Negli ultimi centocinquant’anni la quantità di anidride carbonica presente nell’atmosfera è cresciuta del 50% circa in conseguenza dell’abbattimento delle foreste e dell’aumento del consumo dei combustibili fossili. Ciò ha portato a un’alterazione così profonda dell’equilibrio esistente che sono stati messi alle corde gli stessi meccanismi di autoregolazione di cui è dotato il nostro pianeta (tra cui l’assorbimento dell’anidride carbonica da parte degli oceani). Un risultato inevitabile della "civiltà industriale"? No, e poi no.
Ciò è il risultato del modo in cui il capitalismo (che ha avuto la funzione storica rivoluzionaria di sviluppare le moderne forze produttive socializzate) ha utilizzato queste forze produttive: non con la preoccupazione di salvaguardare la salute umana e il suo equilibrio con una natura resa infine umanamente benigna, bensì con l’quella di incrementare in ragione geometrica la produzione, costi quel che costi. Questo obiettivo richiede di aumentare a dismisura e in modo anarchico il consumo (e lo spreco) dei combustibili fossili? Richiede la distruzione delle foreste pluviali con grave danno della loro funzione riequilibratrice sul piano della composizione chimica dell’atmosfera e del clima mondiale? E chi se ne frega, risponde il profitto attraverso le imprese e gli stati che ne curano il corso. E chi se ne frega, risponde il blocco di comando del capitalismo mondiale, quell’Occidente imperialista responsabile per i 4/5 dell’anidride carbonica emessa.
Una delle conseguenze dell’aumento della temperatura media terrestre è l’avanzamento della desertificazione delle aree agricole, in particolar modo del Terzo Mondo. Qui, la piccola produzione di villaggio, già sistematicamente distrutta dalla centralizzazione del mercato agro-alimentare, viene letteralmente scalzata dal sopravanzare dei deserti.
Secondo una stima dell’Onu, circa 100 milioni di persone sono state costrette ad abbandonare questi luoghi ormai incolti e a dirigersi verso altre città.
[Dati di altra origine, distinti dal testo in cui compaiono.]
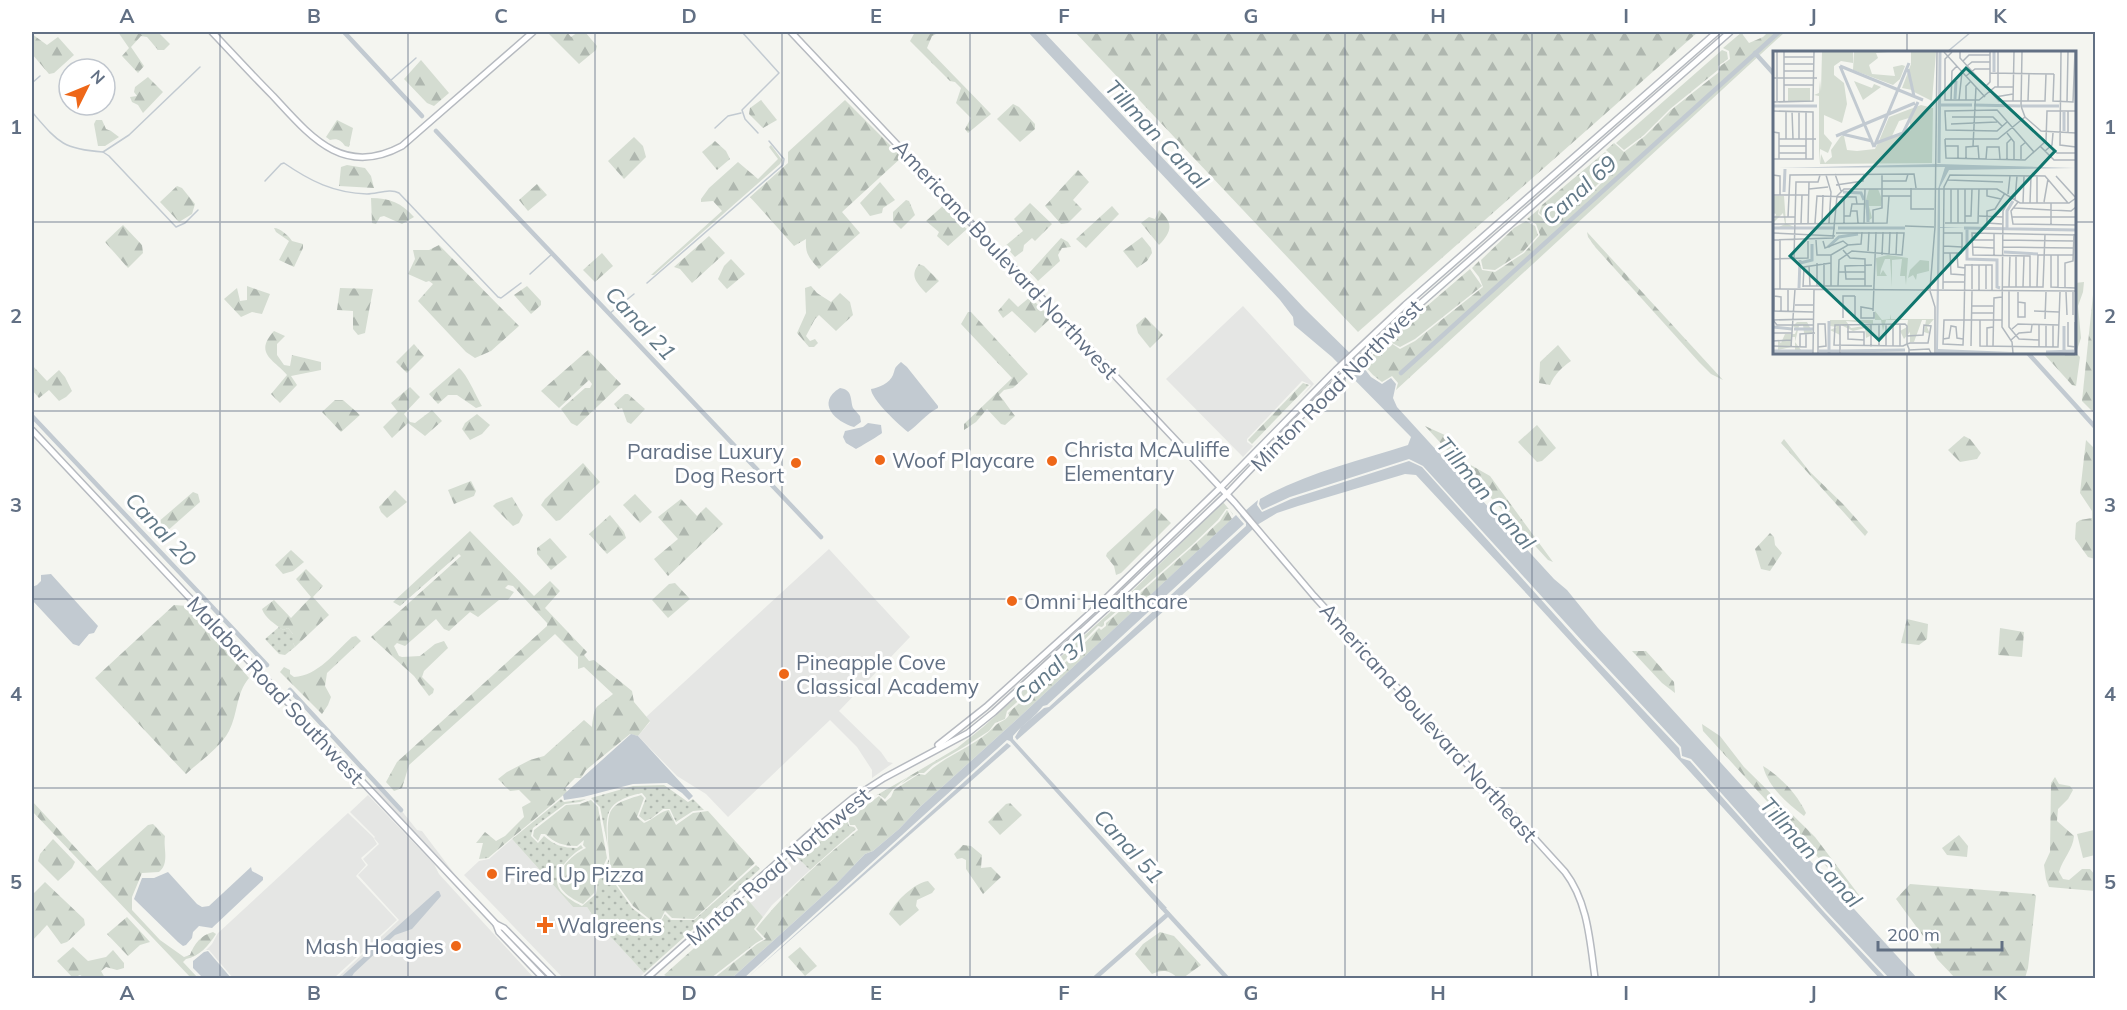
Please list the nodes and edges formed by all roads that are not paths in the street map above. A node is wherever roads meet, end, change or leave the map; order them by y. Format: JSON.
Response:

È quanto sta succedendo in paesi come il Brasile, dove nella sola regione del Sertao l’avanzare inarrestabile del deserto ha scacciato circa 12 milioni di persone; così come nelle regioni centrali del Messico dove 700 mila piccoli contadini sono stati costretti a dirigersi verso la costa. Ricordiamo l’abbandono da parte degli abitanti della cittadella algerina d’El Oued, sparita sotto le dune avanzanti all’impressionante velocità di ben otto centimetri al giorno. Problemi analoghi incombono sui deserti del Sud-Est asiatico.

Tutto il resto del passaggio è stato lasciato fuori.